A cornucopia of government assets have been lined up for monetisation — from gas pipelines, roads and warehousing facilities to airports, railway stations, railway colonies, passenger trains and even stadiums.
A Niti Aayog document on the roadmap for the National Monetisation Plan (NMP) said successful bidders for the assets would either pay upfront or invest over a longer period of time. The Centre plans to use the funds collected from the exercise for further public investments.
“The strategic objective of the programme is to unlock the value of investments in brownfield public sector assets by tapping institutional and long-term patient capital which can thereafter be leveraged for further public investments,” Niti Aayog chief executive Amitabh Kant said.
The top five infrastructure sectors estimated by the government for their potential for monetisation are roads, railways, power, oil and gas pipelines, and telecommunication.
The government is aiming to raise Rs 88,000 crore through asset monetisation in the current fiscal, Rs 1.6 lakh crore in 2022-23, Rs 1.8 lakh crore in 2023-24 and Rs 1.6 lakh crore in 2024-25. Kant said a transparent mechanism would achieve a “fair value”.
Under the plan, private companies can invest in projects for a fixed return using the InvIT route as well as operate and develop the assets for a certain period before transferring it back to the government agency. Some assets such as warehouses and stadiums can also be given on a long-term lease for operations.

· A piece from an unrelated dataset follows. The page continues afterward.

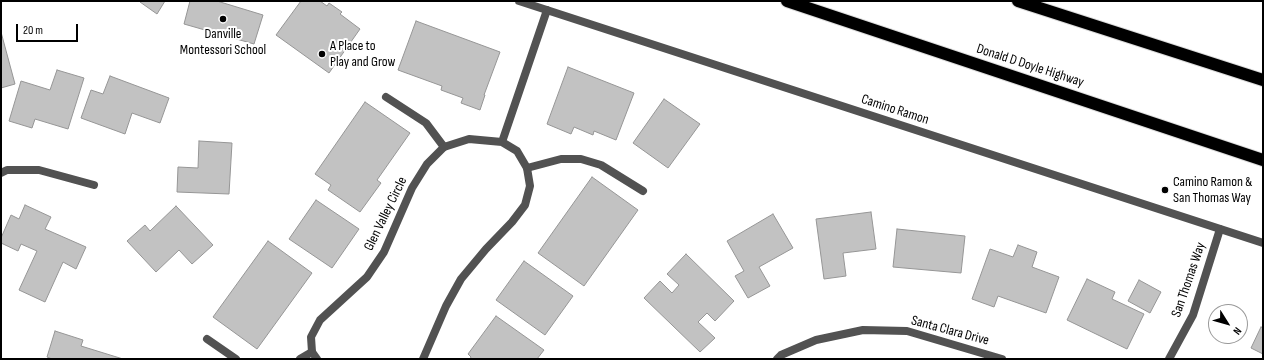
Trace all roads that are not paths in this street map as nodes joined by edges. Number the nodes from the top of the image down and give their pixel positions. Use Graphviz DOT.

Finance minister Nirmala Sitharaman said the programme would give an impetus to economic growth.
Stating that there is no transfer of ownership or land, she said “the NMP talks about brownfield infra assets where investments have already been made, where there is a completed asset which is either languishing or which is remaining not fully monetised or which is remaining underutilised”.
“So, by bringing in private participation into this, you are going to be able to monetise it better, and with whatever resources you obtain through the monetisation, you will be able to put in further investment into infrastructure,” she said.
“Let there not be any confusion. The government is not selling away. These are brownfield assets which will still be under government ownership. They would come back to the government after the end of the lease period,” the minister added.
Amit Kapur, joint managing partner, J. Sagar Associates, said: “What is on offer is a clutch of concession formats permitting the concessionaire to build/refurbish and operate the asset with defined risk and performance obligations, without any transfer of title. The success of the offering would depend on adopting fair risk and reward allocation, as also efficiency of the bid process followed.
Abhaya Agarwal, partner, infrastructure practice, EY India said “success of the plan could also enable recycling of funds which will be critical for revival of the infrastructure investment in India”.
He said meticulous planning, project packaging, and co-ordination will be needed to address the underlying structural and legacy issues. “It would be important for the government to get the first few projects in each sector right to set the ball rolling in the right direction.’’
Earlier this year, Prime Minister Narendra Modi’s administration announced a privatisation plan which would leave government ownership only in a few critical sectors.
Freight corridor
The Niti Aayog study also referred to the possibility of monetising stretches of the eastern dedicated freight corridor. As much as 2,843km of the freight corridor can be monetised, though it is yet to finalise any stretch.
The plan hints at farming out Bengal’s famous Toy Train — the heritage Darjeeling Hill Railway system. Similar plans are afoot for the Kalka-Shimla line, Nilgiri mountain railway and the Neral-Matheran railway.
“The station and the adjoining real estate on the railway land may be bundled along with train operations to bring in viability and commercial attractiveness,” the Niti Aayog document said.